Last updated in February 2017
Relations between Germany and Croatia are very close. An important element in relations is the large number of Croats living in Germany (approximately 300,000) and the former guest workers who have since returned to Croatia. In addition, some two million German tourists visit Croatia every year. The two countries also enjoy close relations in the economic sphere and in science and technology.
There are regular mutual visits by politicians, the most recent being the official visit to Zagreb by Minister of State for Europe at the Federal Foreign Office Roth on 16 and 17 January 2017. Former Foreign Minister Steinmeier had previously hosted Croatian Foreign Minister Stier’s first visit to Berlin on 14 December 2016. Croatian Prime Minister Plenković met with Federal Chancellor Merkel in Berlin on 12 December 2016. Federal Foreign Minister Steinmeier had paid an earlier visit to Croatia on 30 April 2015. Croatian President Kolinda Grabar-Kitarović paid an official visit to Berlin in March 2015.

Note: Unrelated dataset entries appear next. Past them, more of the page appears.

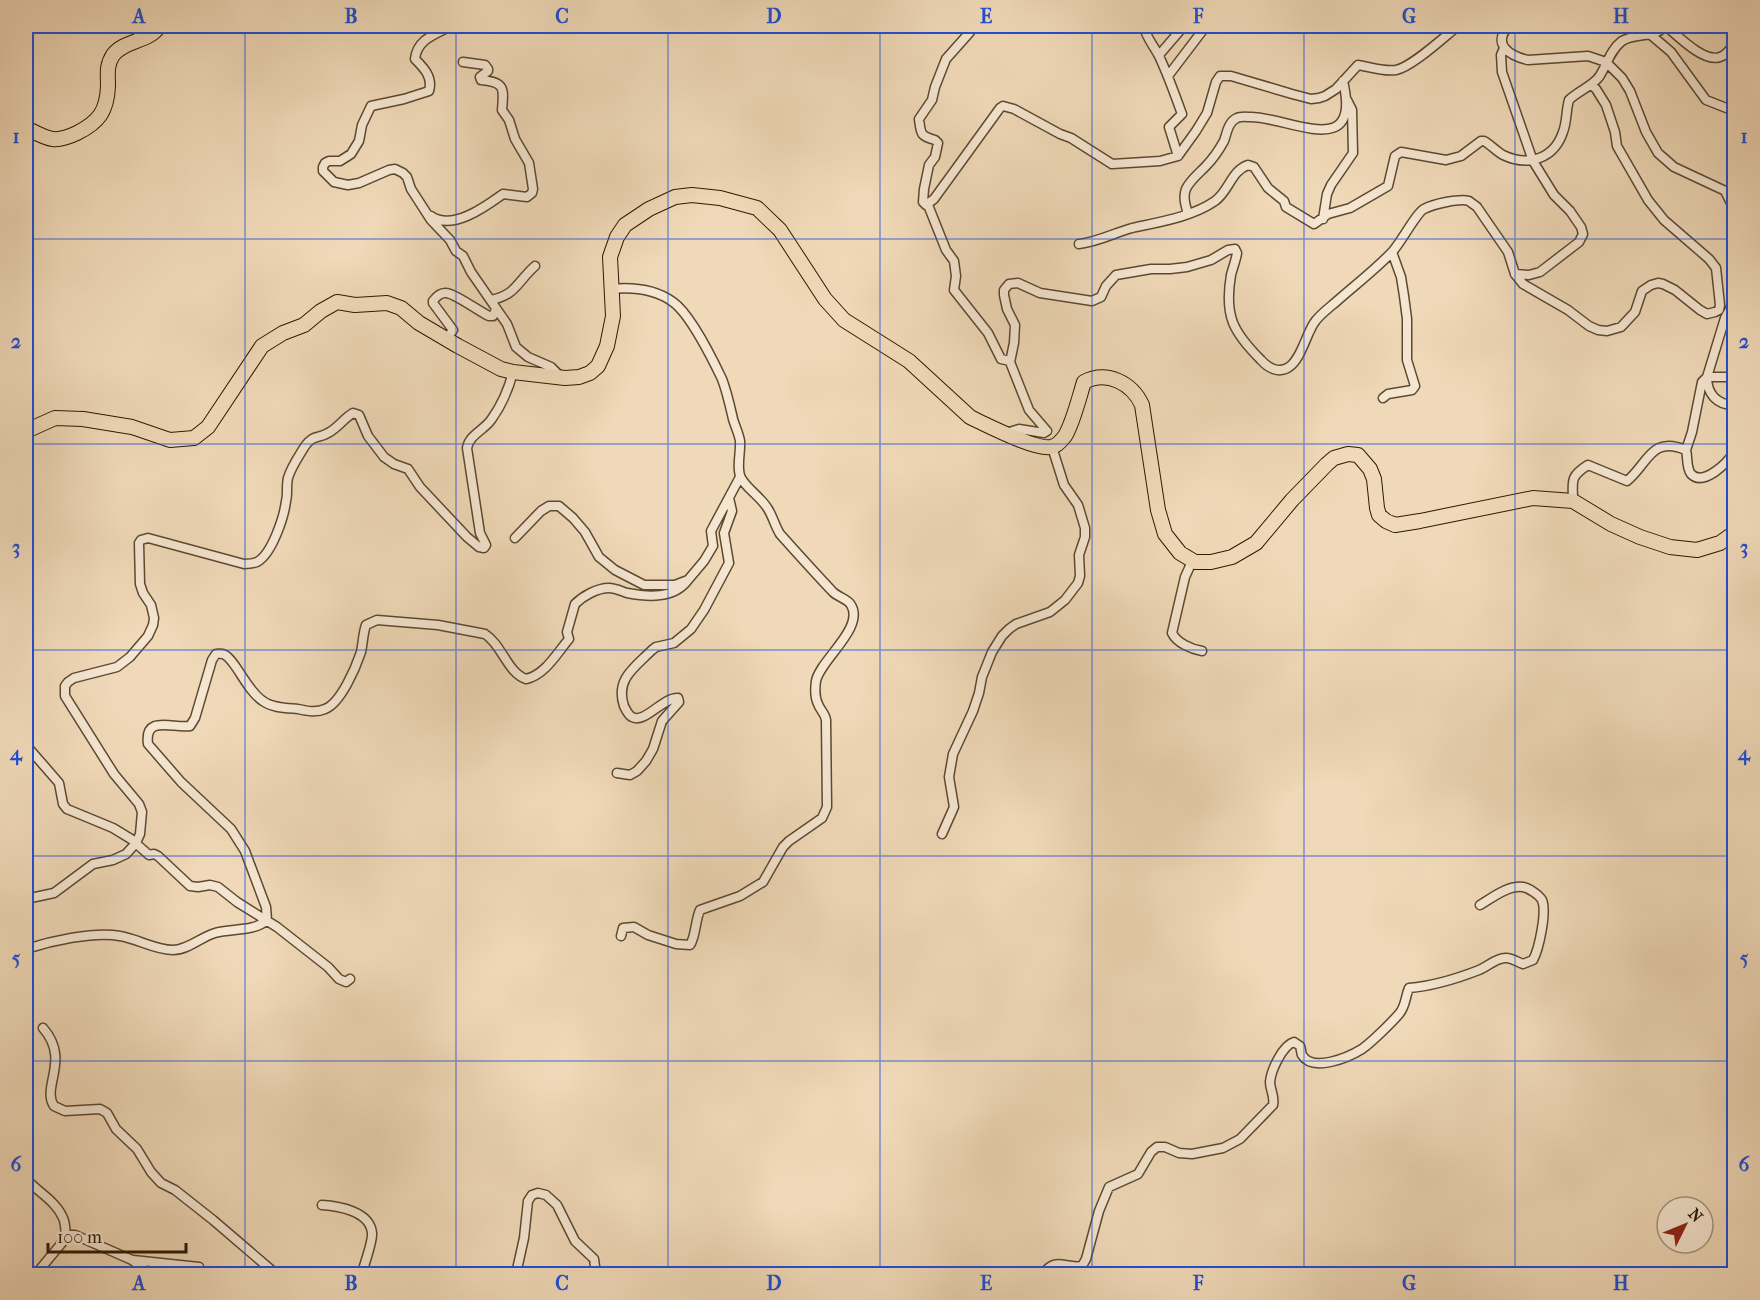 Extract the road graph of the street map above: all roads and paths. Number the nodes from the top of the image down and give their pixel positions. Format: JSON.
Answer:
{"nodes":[{"id":1,"x":159,"y":26,"type":"edge"},
{"id":2,"x":451,"y":26,"type":"edge"},
{"id":3,"x":968,"y":26,"type":"edge"},
{"id":4,"x":1144,"y":26,"type":"edge"},
{"id":5,"x":1184,"y":26,"type":"edge"},
{"id":6,"x":1206,"y":26,"type":"edge"},
{"id":7,"x":1458,"y":26,"type":"edge"},
{"id":8,"x":1488,"y":26,"type":"edge"},
{"id":9,"x":1666,"y":26,"type":"edge"},
{"id":10,"x":1681,"y":26,"type":"edge"},
{"id":11,"x":1507,"y":28,"type":"edge"},
{"id":12,"x":1651,"y":35,"type":"junction"},
{"id":13,"x":1734,"y":44,"type":"edge"},
{"id":14,"x":1504,"y":48,"type":"junction"},
{"id":15,"x":1159,"y":55,"type":"junction"},
{"id":16,"x":463,"y":62,"type":"dead end"},
{"id":17,"x":1606,"y":62,"type":"junction"},
{"id":18,"x":1168,"y":76,"type":"junction"},
{"id":19,"x":1344,"y":81,"type":"junction"},
{"id":20,"x":1591,"y":85,"type":"junction"},
{"id":21,"x":1347,"y":100,"type":"junction"},
{"id":22,"x":1734,"y":111,"type":"edge"},
{"id":23,"x":26,"y":128,"type":"edge"},
{"id":24,"x":1178,"y":156,"type":"junction"},
{"id":25,"x":1533,"y":161,"type":"junction"},
{"id":26,"x":1722,"y":189,"type":"junction"},
{"id":27,"x":1734,"y":195,"type":"edge"},
{"id":28,"x":928,"y":205,"type":"junction"},
{"id":29,"x":1734,"y":209,"type":"edge"},
{"id":30,"x":1188,"y":213,"type":"junction"},
{"id":31,"x":429,"y":214,"type":"junction"},
{"id":32,"x":1323,"y":219,"type":"junction"},
{"id":33,"x":1080,"y":244,"type":"dead end"},
{"id":34,"x":1392,"y":252,"type":"junction"},
{"id":35,"x":535,"y":266,"type":"dead end"},
{"id":36,"x":1515,"y":274,"type":"junction"},
{"id":37,"x":611,"y":289,"type":"junction"},
{"id":38,"x":491,"y":300,"type":"junction"},
{"id":39,"x":1734,"y":302,"type":"edge"},
{"id":40,"x":496,"y":309,"type":"junction"},
{"id":41,"x":1725,"y":318,"type":"junction"},
{"id":42,"x":1734,"y":322,"type":"edge"},
{"id":43,"x":447,"y":338,"type":"junction"},
{"id":44,"x":1010,"y":361,"type":"junction"},
{"id":45,"x":513,"y":372,"type":"junction"},
{"id":46,"x":1734,"y":374,"type":"edge"},
{"id":47,"x":561,"y":377,"type":"junction"},
{"id":48,"x":1707,"y":377,"type":"junction"},
{"id":49,"x":1383,"y":398,"type":"dead end"},
{"id":50,"x":1734,"y":406,"type":"edge"},
{"id":51,"x":26,"y":431,"type":"edge"},
{"id":52,"x":1006,"y":433,"type":"junction"},
{"id":53,"x":1052,"y":447,"type":"junction"},
{"id":54,"x":1686,"y":450,"type":"junction"},
{"id":55,"x":1734,"y":452,"type":"edge"},
{"id":56,"x":740,"y":477,"type":"junction"},
{"id":57,"x":729,"y":498,"type":"junction"},
{"id":58,"x":1573,"y":501,"type":"junction"},
{"id":59,"x":1734,"y":533,"type":"edge"},
{"id":60,"x":515,"y":538,"type":"dead end"},
{"id":61,"x":1195,"y":562,"type":"junction"},
{"id":62,"x":688,"y":580,"type":"junction"},
{"id":63,"x":1202,"y":651,"type":"dead end"},
{"id":64,"x":26,"y":745,"type":"edge"},
{"id":65,"x":617,"y":773,"type":"dead end"},
{"id":66,"x":942,"y":834,"type":"dead end"},
{"id":67,"x":136,"y":843,"type":"junction"},
{"id":68,"x":26,"y":899,"type":"edge"},
{"id":69,"x":1480,"y":905,"type":"dead end"},
{"id":70,"x":267,"y":920,"type":"junction"},
{"id":71,"x":621,"y":936,"type":"dead end"},
{"id":72,"x":26,"y":949,"type":"edge"},
{"id":73,"x":350,"y":979,"type":"dead end"},
{"id":74,"x":43,"y":1028,"type":"dead end"},
{"id":75,"x":26,"y":1179,"type":"edge"},
{"id":76,"x":322,"y":1205,"type":"dead end"},
{"id":77,"x":1734,"y":1215,"type":"edge"},
{"id":78,"x":66,"y":1238,"type":"junction"},
{"id":79,"x":1734,"y":1239,"type":"edge"},
{"id":80,"x":132,"y":1260,"type":"junction"},
{"id":81,"x":199,"y":1267,"type":"dead end"},
{"id":82,"x":36,"y":1275,"type":"edge"},
{"id":83,"x":151,"y":1275,"type":"edge"},
{"id":84,"x":276,"y":1275,"type":"edge"},
{"id":85,"x":362,"y":1275,"type":"edge"},
{"id":86,"x":516,"y":1275,"type":"edge"},
{"id":87,"x":596,"y":1275,"type":"edge"},
{"id":88,"x":1043,"y":1275,"type":"edge"}],
"edges":[{"from":1,"to":23,"type":"main road"},
{"from":2,"to":31,"type":"street"},
{"from":3,"to":28,"type":"street"},
{"from":4,"to":15,"type":"street"},
{"from":5,"to":15,"type":"street"},
{"from":6,"to":18,"type":"street"},
{"from":7,"to":19,"type":"street"},
{"from":8,"to":11,"type":"street"},
{"from":9,"to":10,"type":"street"},
{"from":9,"to":12,"type":"street"},
{"from":9,"to":13,"type":"street"},
{"from":11,"to":14,"type":"street"},
{"from":12,"to":17,"type":"street"},
{"from":12,"to":22,"type":"street"},
{"from":14,"to":17,"type":"street"},
{"from":14,"to":25,"type":"street"},
{"from":15,"to":18,"type":"street"},
{"from":16,"to":31,"type":"street"},
{"from":17,"to":20,"type":"street"},
{"from":17,"to":26,"type":"street"},
{"from":18,"to":24,"type":"street"},
{"from":19,"to":21,"type":"street"},
{"from":19,"to":24,"type":"street"},
{"from":20,"to":25,"type":"street"},
{"from":20,"to":36,"type":"street"},
{"from":21,"to":30,"type":"street"},
{"from":21,"to":32,"type":"street"},
{"from":24,"to":28,"type":"street"},
{"from":25,"to":32,"type":"street"},
{"from":25,"to":36,"type":"street"},
{"from":26,"to":27,"type":"street"},
{"from":26,"to":29,"type":"street"},
{"from":28,"to":44,"type":"street"},
{"from":30,"to":32,"type":"street"},
{"from":30,"to":33,"type":"street"},
{"from":31,"to":38,"type":"street"},
{"from":34,"to":36,"type":"street"},
{"from":34,"to":44,"type":"street"},
{"from":34,"to":49,"type":"street"},
{"from":35,"to":38,"type":"street"},
{"from":37,"to":47,"type":"main road"},
{"from":37,"to":52,"type":"main road"},
{"from":37,"to":56,"type":"street"},
{"from":38,"to":40,"type":"street"},
{"from":39,"to":41,"type":"street"},
{"from":40,"to":43,"type":"street"},
{"from":40,"to":47,"type":"street"},
{"from":41,"to":42,"type":"street"},
{"from":41,"to":48,"type":"street"},
{"from":43,"to":45,"type":"main road"},
{"from":43,"to":51,"type":"main road"},
{"from":44,"to":52,"type":"street"},
{"from":45,"to":47,"type":"main road"},
{"from":45,"to":67,"type":"street"},
{"from":46,"to":48,"type":"street"},
{"from":48,"to":50,"type":"street"},
{"from":48,"to":54,"type":"street"},
{"from":52,"to":53,"type":"main road"},
{"from":53,"to":61,"type":"main road"},
{"from":53,"to":66,"type":"street"},
{"from":54,"to":55,"type":"street"},
{"from":54,"to":58,"type":"street"},
{"from":56,"to":57,"type":"street"},
{"from":56,"to":71,"type":"street"},
{"from":57,"to":62,"type":"street"},
{"from":57,"to":65,"type":"street"},
{"from":58,"to":59,"type":"main road"},
{"from":58,"to":61,"type":"main road"},
{"from":60,"to":62,"type":"street"},
{"from":61,"to":63,"type":"street"},
{"from":62,"to":70,"type":"street"},
{"from":64,"to":67,"type":"street"},
{"from":67,"to":68,"type":"street"},
{"from":67,"to":70,"type":"street"},
{"from":69,"to":88,"type":"street"},
{"from":70,"to":72,"type":"street"},
{"from":70,"to":73,"type":"street"},
{"from":74,"to":84,"type":"street"},
{"from":75,"to":78,"type":"street"},
{"from":76,"to":85,"type":"street"},
{"from":77,"to":79,"type":"street"},
{"from":78,"to":80,"type":"street"},
{"from":78,"to":82,"type":"street"},
{"from":80,"to":81,"type":"street"},
{"from":80,"to":83,"type":"street"},
{"from":86,"to":87,"type":"street"}]}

The Mixed Croatia-Bavaria and Croatia-Baden-Württemberg Commissions meet regularly. Mutual visits by members of the German Bundestag, the Minister-Presidents of the German federal states and their regional parliaments and Croatian members of parliament as well as regular contacts among civil servants, business representatives, scientists, academics, students and interested individuals ensure a lively exchange at all levels.
Germany continues to provide support to Croatia after its accession to the European Union through numerous projects designed to strengthen a market-based economy there, modernise the country’s administration, reform the judiciary and promote energy efficiency and renewable energy. The help is provided mainly through advisory and training measures, developing studies and organising visits and observer placements of Croatian civil servants, business staff and other experts to Germany. In the past, humanitarian aid measures were also conducted with German support, including repairing houses destroyed in the war, reconstructing and modernising infrastructure and clearing mines.

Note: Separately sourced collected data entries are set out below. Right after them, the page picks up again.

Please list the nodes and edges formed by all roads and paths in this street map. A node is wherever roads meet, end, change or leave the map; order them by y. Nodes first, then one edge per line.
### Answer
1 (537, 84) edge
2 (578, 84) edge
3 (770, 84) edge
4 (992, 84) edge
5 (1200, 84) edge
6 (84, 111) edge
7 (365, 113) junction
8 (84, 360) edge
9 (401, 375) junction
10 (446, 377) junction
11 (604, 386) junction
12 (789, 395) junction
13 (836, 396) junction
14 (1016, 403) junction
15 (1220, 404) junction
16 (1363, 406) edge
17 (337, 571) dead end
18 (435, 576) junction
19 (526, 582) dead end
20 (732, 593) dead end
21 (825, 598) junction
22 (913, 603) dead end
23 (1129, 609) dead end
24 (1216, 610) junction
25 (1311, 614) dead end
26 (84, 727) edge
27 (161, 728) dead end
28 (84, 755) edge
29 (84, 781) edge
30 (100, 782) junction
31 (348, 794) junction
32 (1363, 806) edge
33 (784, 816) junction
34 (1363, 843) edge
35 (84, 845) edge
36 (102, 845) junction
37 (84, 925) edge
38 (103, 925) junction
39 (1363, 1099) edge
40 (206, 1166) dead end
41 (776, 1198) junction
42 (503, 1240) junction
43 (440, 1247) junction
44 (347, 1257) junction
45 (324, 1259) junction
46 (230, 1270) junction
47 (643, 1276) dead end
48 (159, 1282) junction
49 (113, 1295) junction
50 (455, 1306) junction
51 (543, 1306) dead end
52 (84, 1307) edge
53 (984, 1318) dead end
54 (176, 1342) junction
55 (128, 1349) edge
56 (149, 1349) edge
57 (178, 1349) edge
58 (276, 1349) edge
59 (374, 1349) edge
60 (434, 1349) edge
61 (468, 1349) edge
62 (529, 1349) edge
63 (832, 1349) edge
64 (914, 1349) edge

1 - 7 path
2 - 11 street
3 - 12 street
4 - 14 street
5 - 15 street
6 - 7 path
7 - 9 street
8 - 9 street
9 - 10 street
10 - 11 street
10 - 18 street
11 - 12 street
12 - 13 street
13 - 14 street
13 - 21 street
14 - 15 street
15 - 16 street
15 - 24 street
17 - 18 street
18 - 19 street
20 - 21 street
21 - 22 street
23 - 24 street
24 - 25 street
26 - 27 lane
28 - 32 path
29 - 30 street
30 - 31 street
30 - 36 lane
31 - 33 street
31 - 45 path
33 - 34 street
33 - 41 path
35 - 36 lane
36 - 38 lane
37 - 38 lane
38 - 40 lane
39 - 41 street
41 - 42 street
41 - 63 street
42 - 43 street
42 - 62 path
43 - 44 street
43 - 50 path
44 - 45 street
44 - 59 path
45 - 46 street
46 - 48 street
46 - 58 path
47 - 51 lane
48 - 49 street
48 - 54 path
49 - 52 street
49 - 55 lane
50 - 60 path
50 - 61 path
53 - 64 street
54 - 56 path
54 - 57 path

Economic relations are extremely close. Germany is Croatia’s principal trading partner, followed by Italy, Slovenia and Austria. Among foreign direct investors in Croatia, Germany ranks third, after the Netherlands and Austria. In addition to major investments by German businesses including DAX-listed companies, numerous small and medium-sized German companies have set up subsidiaries in Croatia.
With 2.13 million German tourists visiting Croatia in 2015 (an increase of 6.8 per cent over the previous year), they made up the largest group of foreign visitors.

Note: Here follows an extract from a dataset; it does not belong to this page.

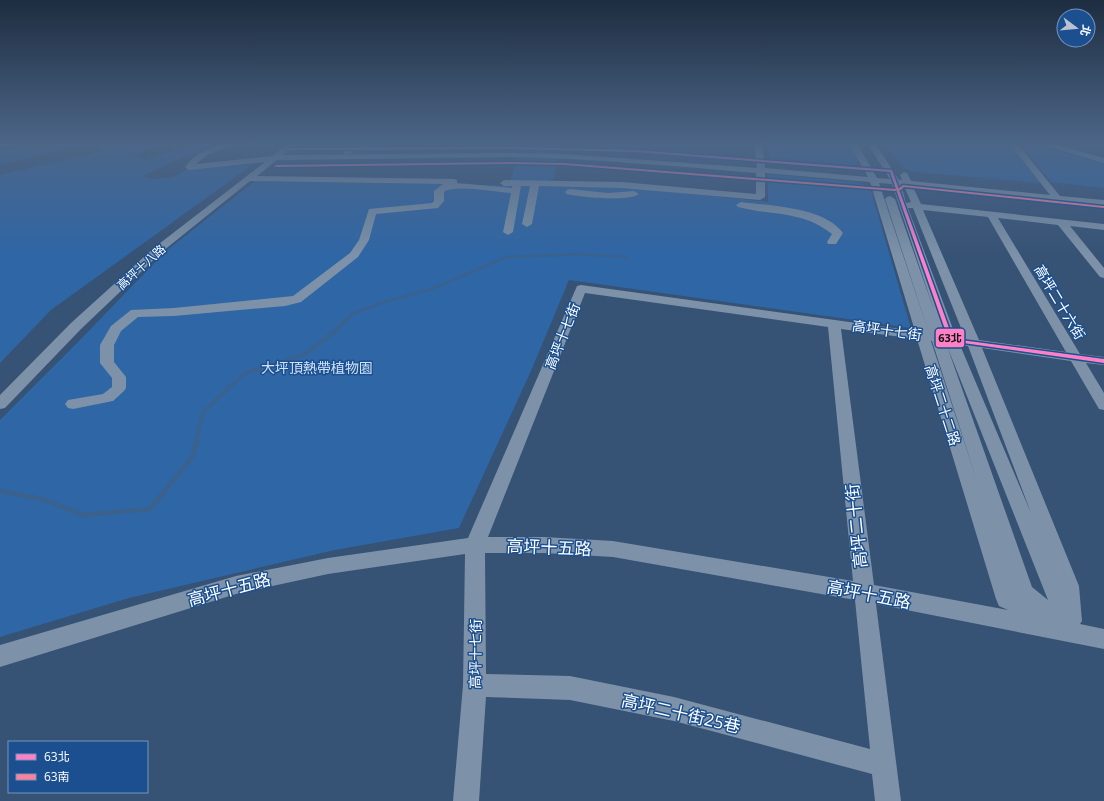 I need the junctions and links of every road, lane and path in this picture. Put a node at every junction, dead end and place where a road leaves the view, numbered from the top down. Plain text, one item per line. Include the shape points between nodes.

A bilateral investment protection agreement entered into force in August 2000 and a double taxation accord in December 2006.
The German-Croatian Chamber of Industry and Commerce, which has more than 350 registered members companies, has been operating in Croatia since 2003. Germany Trade & Invest also has an office in Croatia.
Bilateral cultural cooperation is based on the German-Croatian Cultural Agreement of 26 August 1994, which entered into force on 23 January 1998. Priority areas of cooperation are promoting mobility in science and higher education and maintaining and strengthening the prominent role of the German language in the Croatian education system (approximately 30 per cent of all students at Croatia’s schools learn German as their first or second foreign language). The principal cultural intermediaries active in Croatia are the Goethe Institute, the German Academic Exchange Service (DAAD) and the Central Agency for Schools Abroad (ZfA) with a coordinator for the German Language Certificate (DSD) and a further eight programme teachers at Croatian grammar schools.
The German International School in Zagreb (DISZ) was founded in 2004. In addition to the kindergarten, it offers instruction leading to the German university entrance examination (Abitur) and cooperates closely with the French School in Zagreb on the Eurocampus.